In [1]:
#Importing the necessary libraries
##io module allows us to manage the file-related input and output operations, while the random module enables access
## to functions that support many python operations, strings helps to process standard python strings.
##The numpy library helps us in working with arrays.
##The scikit-learn TfidfVectorizer helps convert a collection of raw documents to a matrix of TF-IDF(Term Frequency Inverse Document Frequency) features
##it computes the word counts, IDF values, and Tf-idf scores all using the same dataset.
##The scikit-learn cosine similarity helps to measure similarity between documents 

import io
import random
import string # to process standard python strings
import numpy as np
from sklearn.feature_extraction.text import TfidfVectorizer
from sklearn.metrics.pairwise import cosine_similarity
import warnings
warnings.filterwarnings('ignore')

In [2]:
##The NLTK helps to work with human language data
##Wordnet is an large, freely and publicly available lexical database for the English language aiming,
##This is to establish structured semantic relationships between words.

import nltk
from nltk.stem import WordNetLemmatizer
nltk.download('popular', quiet=True)

True

In [3]:
#This is the text file containing the collection of words relating to the ideas behind machine learning models 
##And some key algorithms used for each
##The raw represents unmodified data
###The raw lower converts to lower case

ML_model=open('C:/Users/USER/Documents/List.txt','r',errors = 'ignore')
raw=ML_model.read()
raw = raw.lower()

In [4]:
#Data Cleaning and Pre-processing

##Tokenization is used to describe the process of converting the normal text strings into a list of tokens
##Lemmatization is the process of obtaining the actual words
##The sent token helps convert to list of sentences
### The word token helps convert to list of words

sent_tokens = nltk.sent_tokenize(raw) 
word_tokens = nltk.word_tokenize(raw)

In [5]:
#We then define a function(LemTokens) which will input the tokens and return normalized tokens.

lemmer = nltk.stem.WordNetLemmatizer()

def LemTokens(tokens):
    return [lemmer.lemmatize(token) for token in tokens]
remove_punct_dict = dict((ord(punct), None) for punct in string.punctuation)

def LemNormalize(text):
    return LemTokens(nltk.word_tokenize(text.lower().translate(remove_punct_dict)))

In [6]:
##The Keywords are then matched, defining a function which aids greetings  

Inputs = ("hello", "hi", "greetings", "How far", "what's up","hey",)
Responses = ["hi", "hey", "*wave*", "I am great! How can I help you", "hello", "I am glad!

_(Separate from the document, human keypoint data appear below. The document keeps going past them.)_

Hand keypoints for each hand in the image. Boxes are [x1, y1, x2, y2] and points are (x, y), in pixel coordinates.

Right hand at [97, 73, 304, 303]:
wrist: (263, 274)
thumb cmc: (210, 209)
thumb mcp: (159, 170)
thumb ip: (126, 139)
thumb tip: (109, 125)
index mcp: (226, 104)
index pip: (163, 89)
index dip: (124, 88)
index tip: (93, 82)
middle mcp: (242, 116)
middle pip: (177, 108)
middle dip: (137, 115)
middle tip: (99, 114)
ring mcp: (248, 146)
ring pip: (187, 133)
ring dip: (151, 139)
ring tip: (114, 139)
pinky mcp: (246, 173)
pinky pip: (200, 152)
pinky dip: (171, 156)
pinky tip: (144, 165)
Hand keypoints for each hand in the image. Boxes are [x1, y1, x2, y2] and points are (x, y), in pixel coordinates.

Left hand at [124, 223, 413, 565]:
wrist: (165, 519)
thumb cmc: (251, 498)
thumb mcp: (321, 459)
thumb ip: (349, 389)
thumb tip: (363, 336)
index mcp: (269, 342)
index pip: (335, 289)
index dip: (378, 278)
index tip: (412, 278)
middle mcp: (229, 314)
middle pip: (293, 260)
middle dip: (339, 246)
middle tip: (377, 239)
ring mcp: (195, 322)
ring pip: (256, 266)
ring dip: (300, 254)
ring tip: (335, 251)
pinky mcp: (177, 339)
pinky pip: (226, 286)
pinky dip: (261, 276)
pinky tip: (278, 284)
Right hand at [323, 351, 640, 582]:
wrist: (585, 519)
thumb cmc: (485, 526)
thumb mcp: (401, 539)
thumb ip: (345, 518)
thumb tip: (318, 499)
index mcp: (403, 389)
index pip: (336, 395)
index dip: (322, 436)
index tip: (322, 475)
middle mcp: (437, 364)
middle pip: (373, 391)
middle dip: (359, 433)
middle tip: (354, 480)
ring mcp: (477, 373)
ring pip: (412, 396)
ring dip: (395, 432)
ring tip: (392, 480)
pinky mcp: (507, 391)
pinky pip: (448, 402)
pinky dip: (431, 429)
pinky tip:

You are talking to me"]
def greeting(sentence):
 
    for word in sentence.split():
        if word.lower() in Inputs:
            return random.choice(Responses)

In [7]:
#Define a function that searches for words from the ML_model groups

def response(user_response):
    Alexia_response=''
    sent_tokens.append(user_response)
    TfidfVec = TfidfVectorizer(tokenizer=LemNormalize, stop_words='english')
    tfidf = TfidfVec.fit_transform(sent_tokens)
    vals = cosine_similarity(tfidf[-1], tfidf)
    idx=vals.argsort()[0][-2]
    flat = vals.flatten()
    flat.sort()
    req_tfidf = flat[-2]
    if(req_tfidf==0):
        Alexia_response=Alexia_response+"I am sorry! I don't understand what you mean"
        return Alexia_response
    else:
        Alexia_response = Alexia_response+sent_tokens[idx]
        return Alexia_response

In [8]:
#Alexia's interaction based on user inputs

flag=True
print("Alexia: My name is Alexia. I will answer your queries about Machine learning models. If you want to exit, type Bye!")
while(flag==True):
    user_response = input()
    user_response=user_response.lower()
    if(user_response!='bye'):
        if(user_response=='thanks' or user_response=='thank you' ):
            flag=False
            print("Alexia: You are welcome..")
        else:
            if(greeting(user_response)!=None):
                print("Alexia: "+greeting(user_response))
            else:
                print("Alexia: ",end="")
                print(response(user_response))
                sent_tokens.remove(user_response)
    else:
        flag=False
        print("Alexia: Bye! take care of yourself..")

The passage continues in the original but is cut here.